Somatic KRAS mutations associated with a human non-malignant syndrome of autoimmunity and abnormal leukocyte homeostasis (47.4)

Abstract Autoimmune lymphoproliferative syndrome (ALPS) is a non-malignant disease characterized by early-onset chronic lymphadenopathy, splenomegaly, multilineage cytopenias, polyclonal hypergammaglobulinemia, expansion of circulating TCRαβ+B220+CD4-CD8- T (αβ+-DNT) lymphocytes, and an increased risk of B-cell lymphoma. Most ALPS patients have germline or somatic TNFRSF6 (FAS) mutations, and a small minority of patients have germline mutations in FAS ligand and caspase 10. We recently reported that an ALPS-like phenotype can be caused by a somatic NRAS mutation (G13D) resulting in the defective lymphocyte apoptosis.
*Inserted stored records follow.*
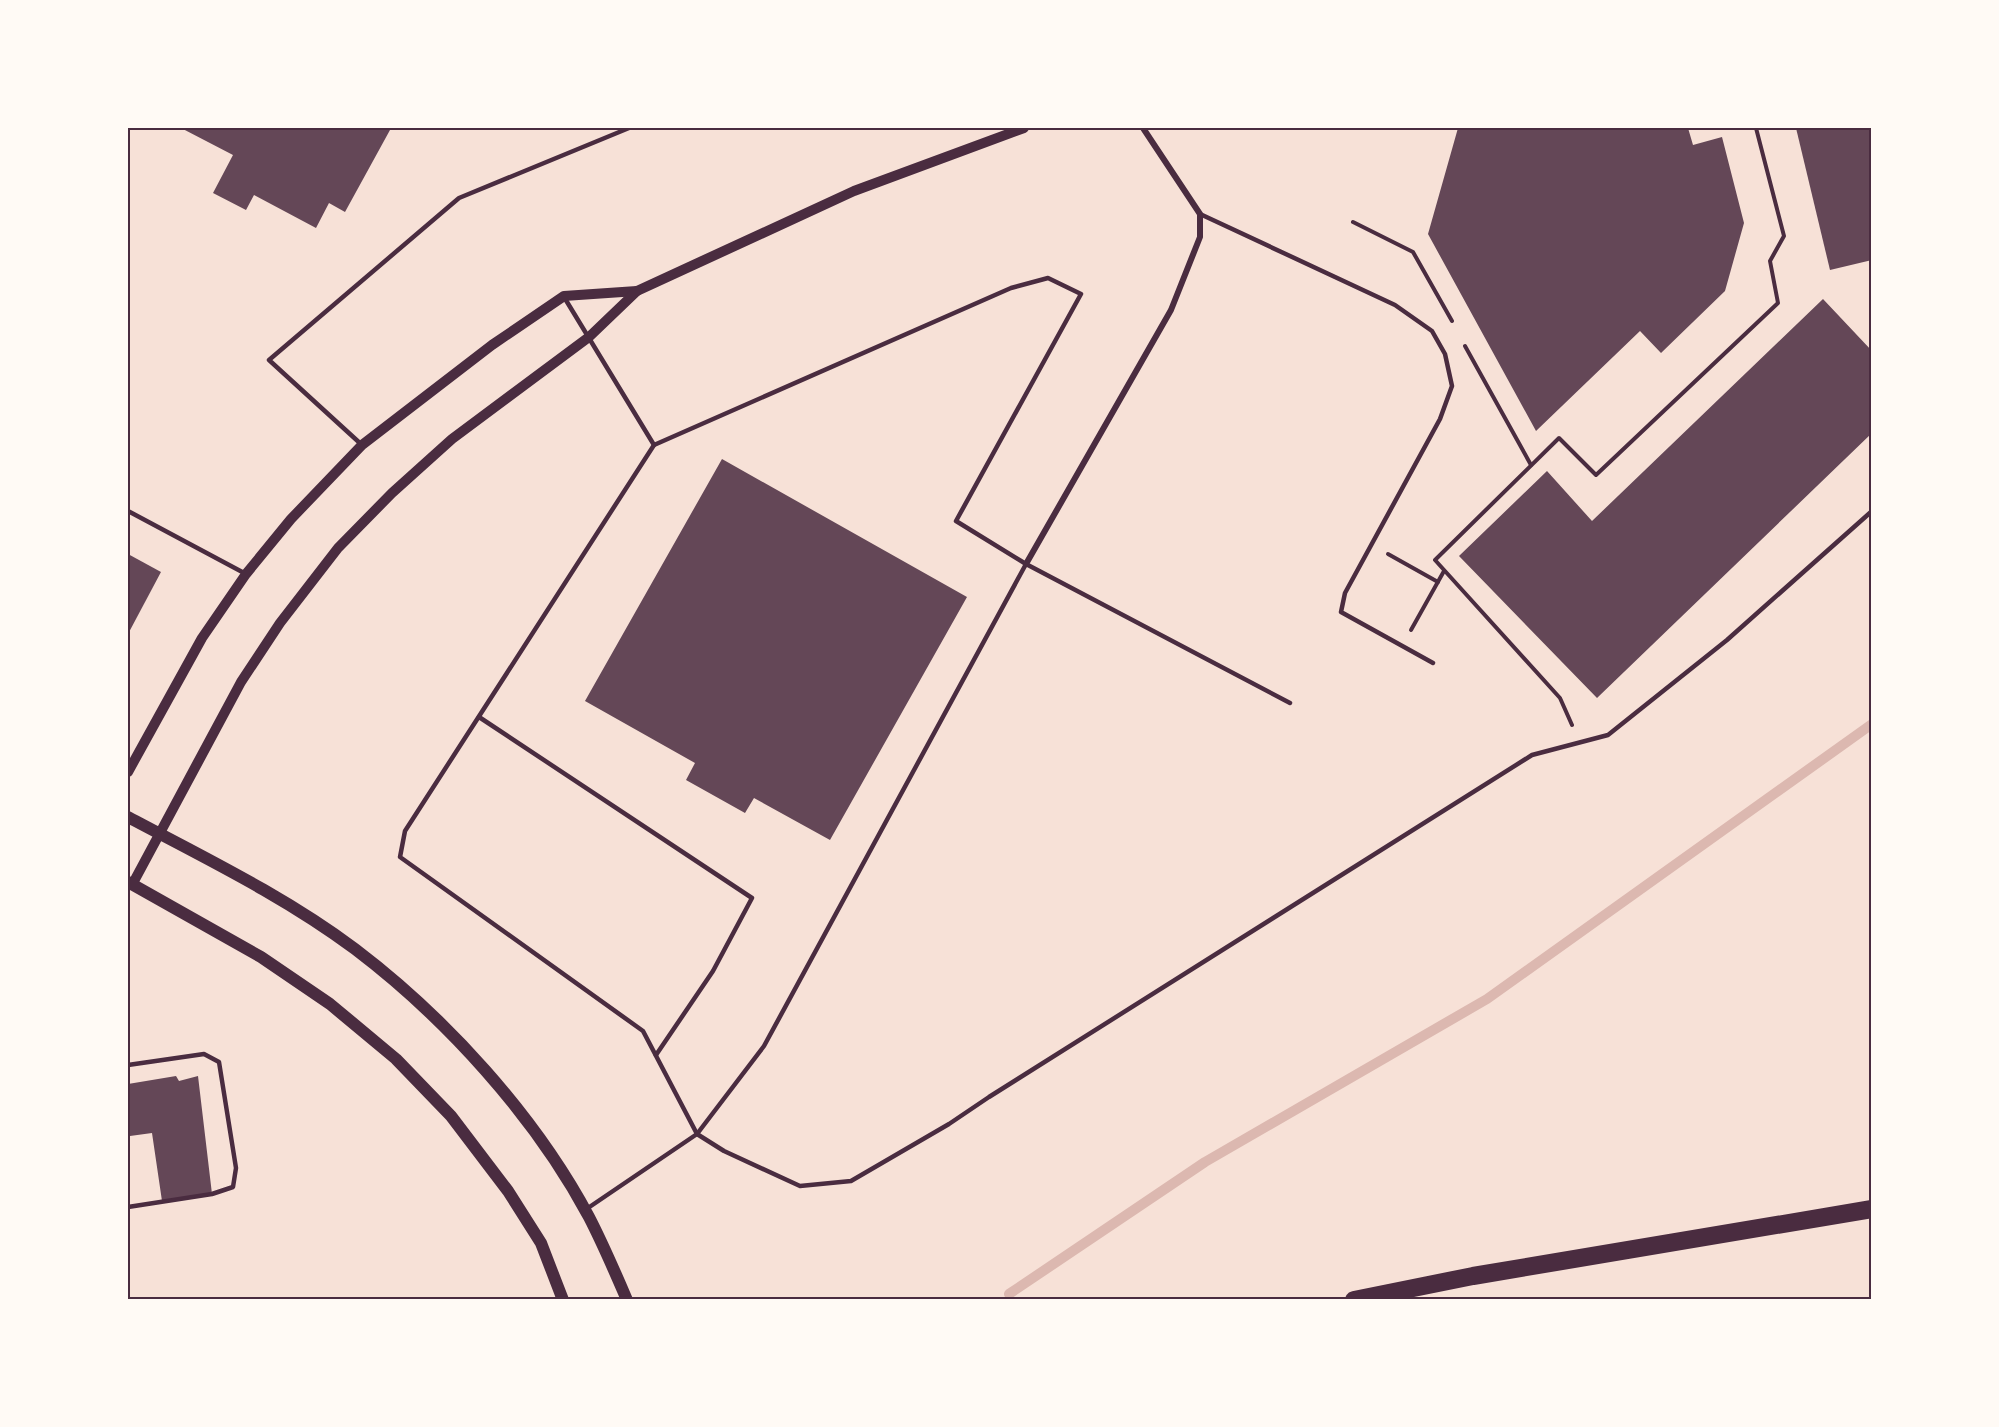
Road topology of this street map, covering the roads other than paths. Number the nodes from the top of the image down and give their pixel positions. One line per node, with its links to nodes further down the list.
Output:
1 (629, 128): 9 (lane)
2 (1024, 128): 5 (street)
3 (1143, 128): 4 (street)
4 (1200, 214): 12 (street); 14 (lane)
5 (637, 291): 6 (street); 7 (street)
6 (564, 296): 7 (lane); 9 (street)
7 (589, 337): 8 (lane); 19 (street)
8 (654, 444): 12 (lane); 16 (lane)
9 (362, 445): 13 (street)
10 (128, 511): 13 (lane)
11 (1872, 511): 23 (lane)
12 (1026, 564): 15 (lane); 23 (lane)
13 (246, 574): 17 (street)
14 (1433, 663)
15 (1290, 703)
16 (479, 717): 21 (lane); 21 (lane)
17 (128, 772)
18 (128, 817): 19 (main road)
19 (159, 834): 20 (street); 26 (main road)
20 (129, 887): 27 (main road)
21 (656, 1056): 23 (lane)
22 (128, 1065): 24 (lane)
23 (697, 1134): 26 (lane)
24 (128, 1207)
25 (1872, 1209): 29 (highway)
26 (585, 1210): 28 (main road)
27 (563, 1299)
28 (627, 1299)
29 (1354, 1299)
Here we demonstrate that somatic mutations in the related KRAS gene can also be associated with a non-malignant syndrome of autoimmunity and breakdown of leukocyte homeostasis. The activating KRAS mutation (G13C) impaired cytokine-withdrawal induced T cell apoptosis through the suppression of the pro-apoptotic protein BIM and facilitated proliferation through p27kip1 downregulation. These defects could be corrected by MEK1 or PI3K inhibition in vitro. We suggest the use of the term RAS-associated autoimmune leukoproliferative disease (RALD) to differentiate this disorder from ALPS. In the hematopoietic system, somatic KRAS and NRAS mutations are commonly observed in aggressive tumors such as multiple myeloma or juvenile myelomonocytic leukemia (JMML). From our reports, we think patients with somatic KRAS and NRAS mutations can follow a more benign clinical course.